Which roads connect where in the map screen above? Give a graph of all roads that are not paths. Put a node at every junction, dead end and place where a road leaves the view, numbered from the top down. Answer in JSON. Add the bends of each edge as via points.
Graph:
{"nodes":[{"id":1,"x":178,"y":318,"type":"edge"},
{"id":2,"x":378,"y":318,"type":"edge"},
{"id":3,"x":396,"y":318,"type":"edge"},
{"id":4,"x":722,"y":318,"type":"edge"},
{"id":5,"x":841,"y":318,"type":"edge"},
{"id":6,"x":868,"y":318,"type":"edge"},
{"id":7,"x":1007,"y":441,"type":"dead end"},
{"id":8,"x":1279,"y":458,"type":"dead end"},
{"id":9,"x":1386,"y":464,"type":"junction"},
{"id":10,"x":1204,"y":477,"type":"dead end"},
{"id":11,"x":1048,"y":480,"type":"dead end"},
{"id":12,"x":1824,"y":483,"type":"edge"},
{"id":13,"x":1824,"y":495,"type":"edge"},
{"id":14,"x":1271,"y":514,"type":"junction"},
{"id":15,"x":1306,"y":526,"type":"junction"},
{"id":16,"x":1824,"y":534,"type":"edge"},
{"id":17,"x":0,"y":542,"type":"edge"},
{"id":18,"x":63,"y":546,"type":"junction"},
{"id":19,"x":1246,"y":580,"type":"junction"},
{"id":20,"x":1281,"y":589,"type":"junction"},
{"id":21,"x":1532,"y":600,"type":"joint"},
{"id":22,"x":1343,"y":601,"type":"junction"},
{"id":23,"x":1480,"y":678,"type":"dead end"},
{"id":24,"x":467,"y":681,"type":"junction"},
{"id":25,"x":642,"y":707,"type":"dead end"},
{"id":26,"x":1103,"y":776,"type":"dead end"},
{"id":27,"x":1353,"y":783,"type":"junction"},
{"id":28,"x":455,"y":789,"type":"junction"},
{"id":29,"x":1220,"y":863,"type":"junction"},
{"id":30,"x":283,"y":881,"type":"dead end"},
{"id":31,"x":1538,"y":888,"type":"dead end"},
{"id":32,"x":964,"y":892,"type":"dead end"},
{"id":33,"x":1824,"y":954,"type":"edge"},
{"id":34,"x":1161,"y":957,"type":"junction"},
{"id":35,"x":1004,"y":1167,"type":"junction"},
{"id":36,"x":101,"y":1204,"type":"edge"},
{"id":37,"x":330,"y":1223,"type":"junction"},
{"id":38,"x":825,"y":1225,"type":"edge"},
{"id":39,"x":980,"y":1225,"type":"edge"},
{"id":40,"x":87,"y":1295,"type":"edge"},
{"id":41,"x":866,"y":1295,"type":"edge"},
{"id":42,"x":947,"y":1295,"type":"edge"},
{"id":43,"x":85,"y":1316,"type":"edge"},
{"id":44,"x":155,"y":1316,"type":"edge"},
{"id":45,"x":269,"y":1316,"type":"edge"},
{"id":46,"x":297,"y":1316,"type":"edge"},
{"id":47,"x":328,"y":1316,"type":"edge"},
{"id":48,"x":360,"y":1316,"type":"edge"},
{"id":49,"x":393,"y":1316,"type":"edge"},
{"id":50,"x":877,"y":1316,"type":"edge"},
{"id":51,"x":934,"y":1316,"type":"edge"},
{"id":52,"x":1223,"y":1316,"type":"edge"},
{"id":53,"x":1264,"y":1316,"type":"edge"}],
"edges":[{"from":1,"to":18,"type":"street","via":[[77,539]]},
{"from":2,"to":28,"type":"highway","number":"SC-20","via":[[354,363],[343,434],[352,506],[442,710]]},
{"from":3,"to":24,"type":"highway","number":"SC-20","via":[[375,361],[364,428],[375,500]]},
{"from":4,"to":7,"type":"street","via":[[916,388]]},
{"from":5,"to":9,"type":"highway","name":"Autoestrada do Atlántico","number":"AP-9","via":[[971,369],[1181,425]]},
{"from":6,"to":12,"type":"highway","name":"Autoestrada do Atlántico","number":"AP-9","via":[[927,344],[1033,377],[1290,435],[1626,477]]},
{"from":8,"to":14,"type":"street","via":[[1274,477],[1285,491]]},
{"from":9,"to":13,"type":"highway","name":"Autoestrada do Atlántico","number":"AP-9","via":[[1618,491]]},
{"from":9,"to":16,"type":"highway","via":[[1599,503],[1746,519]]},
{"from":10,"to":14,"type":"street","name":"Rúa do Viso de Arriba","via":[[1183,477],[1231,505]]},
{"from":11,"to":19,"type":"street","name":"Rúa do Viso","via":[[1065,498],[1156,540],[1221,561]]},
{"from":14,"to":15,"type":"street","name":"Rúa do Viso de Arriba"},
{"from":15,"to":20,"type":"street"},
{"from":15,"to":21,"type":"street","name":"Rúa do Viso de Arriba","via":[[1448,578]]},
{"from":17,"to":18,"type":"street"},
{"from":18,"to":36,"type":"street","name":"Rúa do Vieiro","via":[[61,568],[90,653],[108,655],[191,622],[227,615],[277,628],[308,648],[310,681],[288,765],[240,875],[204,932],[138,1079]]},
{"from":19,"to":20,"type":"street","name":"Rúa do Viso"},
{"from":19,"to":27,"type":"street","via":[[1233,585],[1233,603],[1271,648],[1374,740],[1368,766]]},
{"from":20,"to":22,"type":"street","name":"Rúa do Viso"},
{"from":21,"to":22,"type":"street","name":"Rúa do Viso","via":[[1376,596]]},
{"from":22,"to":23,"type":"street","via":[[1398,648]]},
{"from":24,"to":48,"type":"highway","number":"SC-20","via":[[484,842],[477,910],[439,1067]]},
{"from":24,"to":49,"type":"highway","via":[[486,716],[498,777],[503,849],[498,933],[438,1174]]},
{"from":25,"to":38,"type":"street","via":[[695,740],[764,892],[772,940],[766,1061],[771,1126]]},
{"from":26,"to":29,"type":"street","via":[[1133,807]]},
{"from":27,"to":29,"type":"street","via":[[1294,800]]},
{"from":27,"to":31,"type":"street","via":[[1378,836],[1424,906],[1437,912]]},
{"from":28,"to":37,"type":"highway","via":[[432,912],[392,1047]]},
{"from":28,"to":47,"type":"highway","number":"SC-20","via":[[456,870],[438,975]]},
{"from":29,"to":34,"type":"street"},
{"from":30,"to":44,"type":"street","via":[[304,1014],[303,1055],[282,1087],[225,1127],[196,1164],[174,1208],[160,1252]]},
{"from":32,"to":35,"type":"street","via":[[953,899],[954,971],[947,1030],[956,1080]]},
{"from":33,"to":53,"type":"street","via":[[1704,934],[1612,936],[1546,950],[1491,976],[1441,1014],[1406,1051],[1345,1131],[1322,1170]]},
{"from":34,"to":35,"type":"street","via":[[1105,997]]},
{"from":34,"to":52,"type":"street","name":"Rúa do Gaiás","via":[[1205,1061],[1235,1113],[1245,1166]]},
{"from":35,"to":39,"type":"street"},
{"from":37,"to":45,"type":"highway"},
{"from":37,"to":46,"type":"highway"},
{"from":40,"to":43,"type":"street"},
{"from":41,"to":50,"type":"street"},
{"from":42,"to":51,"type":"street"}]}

_ _ _ _ _

§ **Assignment**
Among the lines above, find those with the string "Arriba" and copy them.

§ **Task answer**
{"from":10,"to":14,"type":"street","name":"Rúa do Viso de Arriba","via":[[1183,477],[1231,505]]},
{"from":14,"to":15,"type":"street","name":"Rúa do Viso de Arriba"},
{"from":15,"to":21,"type":"street","name":"Rúa do Viso de Arriba","via":[[1448,578]]},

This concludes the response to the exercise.